Benjamin Hafner of Technische Universität München & Cornell University, discusses his work “Water potential gradient, root conduit size and root xylem hydraulic conductivity determine the extent of hydraulic redistribution in temperate trees” shortlisted for the 2020 Haldane Prize for Early Career Researchers and draws on how a lifelong love of nature led to a career in forestry research.
I have always been fascinated by nature and trees. To me, there is no more impressive and majestic sight than an old oak tree on a glade in the forest. But I also learned early on that natural ecosystems are threatened by human activities and climate change, so I decided to study forestry to learn more about forests and take part in sustaining their future. During my studies I was especially fascinated by the mechanisms and functions trees use to cope with all different imponderables. So, when I was preparing a poster on hydraulic redistribution for a seminar with my later PhD supervisor this effect drew me into the world of ecology research.
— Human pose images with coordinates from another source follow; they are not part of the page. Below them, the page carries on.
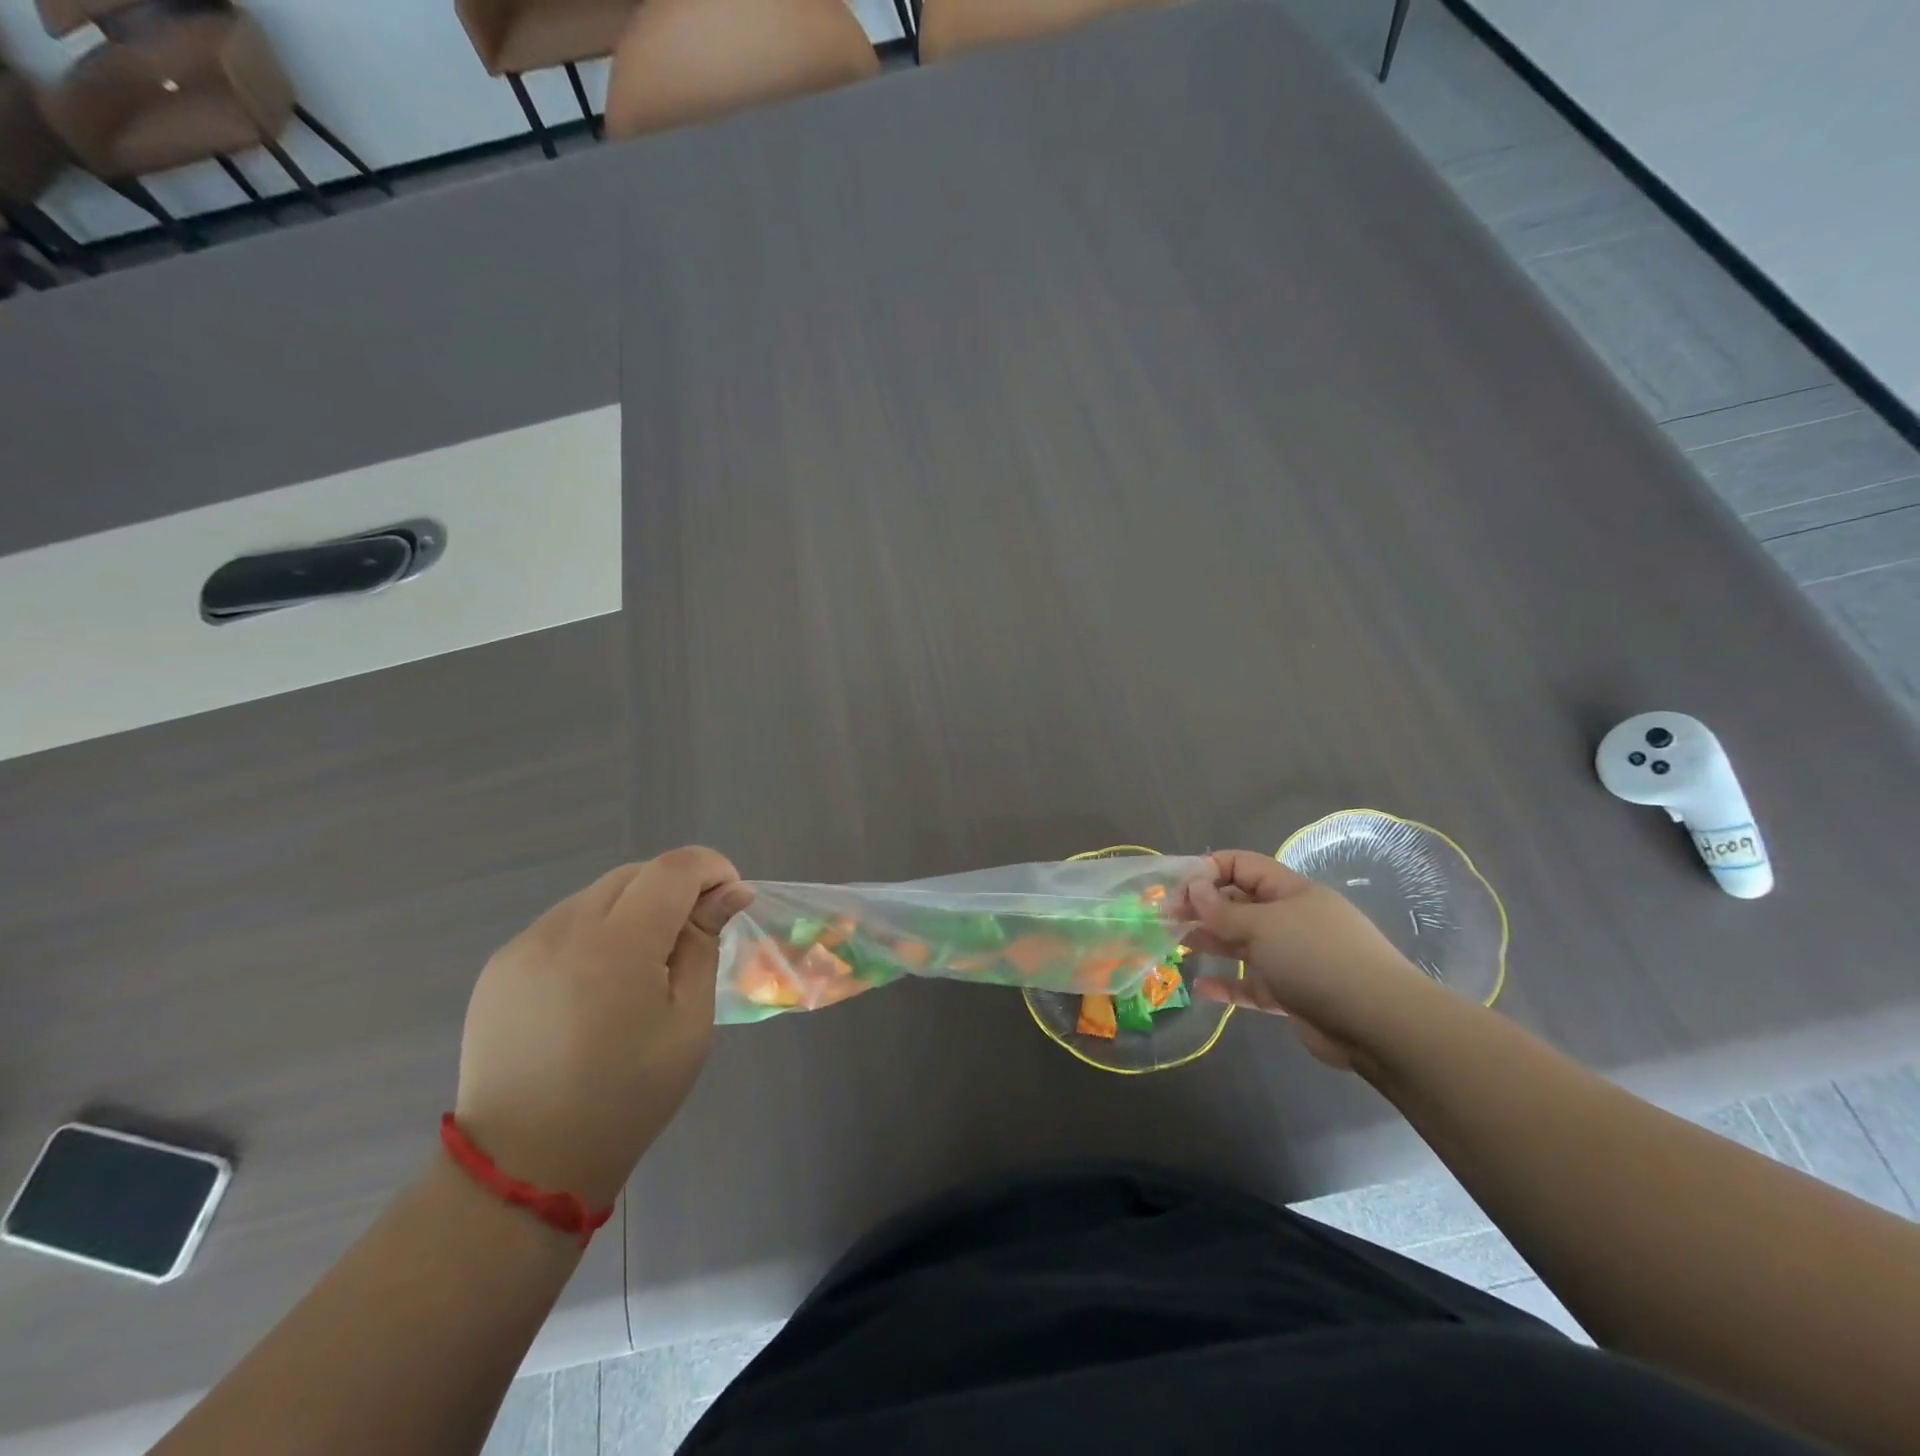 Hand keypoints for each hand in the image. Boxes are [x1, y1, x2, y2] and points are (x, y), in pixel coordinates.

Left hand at [453, 847, 753, 1208]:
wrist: (524, 1164)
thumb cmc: (627, 1097)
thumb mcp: (688, 1022)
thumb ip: (705, 945)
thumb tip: (729, 893)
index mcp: (618, 946)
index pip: (674, 868)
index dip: (711, 868)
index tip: (731, 897)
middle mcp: (564, 930)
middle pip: (635, 874)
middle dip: (675, 888)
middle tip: (693, 936)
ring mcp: (525, 945)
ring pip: (597, 895)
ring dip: (634, 908)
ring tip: (643, 964)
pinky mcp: (500, 965)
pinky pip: (563, 923)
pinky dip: (596, 931)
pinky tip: (598, 982)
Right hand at [1174, 850, 1431, 1068]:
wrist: (1379, 1024)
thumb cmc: (1317, 958)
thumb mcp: (1263, 926)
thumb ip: (1222, 910)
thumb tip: (1193, 887)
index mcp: (1291, 892)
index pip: (1243, 866)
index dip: (1208, 870)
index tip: (1176, 886)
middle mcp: (1292, 920)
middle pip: (1239, 905)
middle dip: (1203, 909)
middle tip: (1165, 919)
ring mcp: (1294, 958)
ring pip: (1243, 944)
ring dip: (1211, 943)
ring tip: (1175, 945)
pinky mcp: (1293, 995)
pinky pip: (1253, 984)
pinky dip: (1228, 984)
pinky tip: (1200, 988) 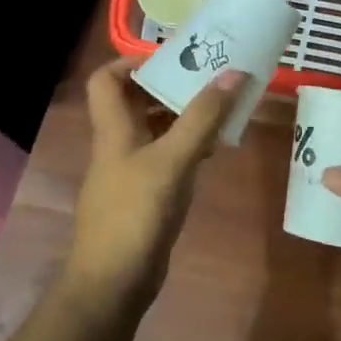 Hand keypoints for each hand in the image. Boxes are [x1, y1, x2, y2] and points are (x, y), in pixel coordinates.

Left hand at [66, 58, 244, 308]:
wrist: (113, 284)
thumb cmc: (135, 213)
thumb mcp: (172, 160)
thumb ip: (202, 118)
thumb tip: (233, 73)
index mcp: (114, 128)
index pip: (107, 78)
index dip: (132, 61)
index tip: (173, 56)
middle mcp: (119, 144)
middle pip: (136, 100)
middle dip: (171, 85)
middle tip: (210, 76)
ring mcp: (131, 171)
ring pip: (155, 129)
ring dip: (184, 115)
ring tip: (222, 106)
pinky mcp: (146, 195)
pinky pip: (167, 157)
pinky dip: (188, 146)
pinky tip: (215, 148)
Hydraulic redistribution (HR), the passive reallocation of water along moisture gradients, e.g. in the soil through plant roots, is widely described, however its extent and driving factors, especially in temperate trees, remain unclear. In this paper, for the first time, we quantified hydraulically redistributed water in five ecologically and economically important temperate tree species. We found that species redistribute significantly more water along higher soil-moisture gradients, larger root xylem conduit diameters and especially with higher root xylem hydraulic conductivities. This paper emphasizes that the amount of water species redistribute will likely increase in a hotter and drier future, stressing the importance of HR for temperate forests and improving our mechanistic understanding of HR and tree species’ reaction to climate change. In addition to its mechanistic importance to tree functional ecology, the paper demonstrates that trees with high xylem hydraulic conductivity also have a high HR capacitance, potentially making them valuable ‘silvicultural tools’ to improve forest stability.
In a similar experiment I have shown that neighboring plants receive up to 80% of their water from HR plants, stressing the importance of this effect in plant ecosystems. These results have to be validated in field research at various forest sites. I am reviewing data from a long-term drought stress experiment, where I could show HR by mature beech trees and quantify the amounts of HR water to evaluate the relevance of HR for beech and neighboring spruce trees. In an attempt to expand the knowledge on HR with an emphasis on its stabilizing function on ecosystems, I applied for further research projects on HR in old growth forests, forest plantings and agroforestry systems.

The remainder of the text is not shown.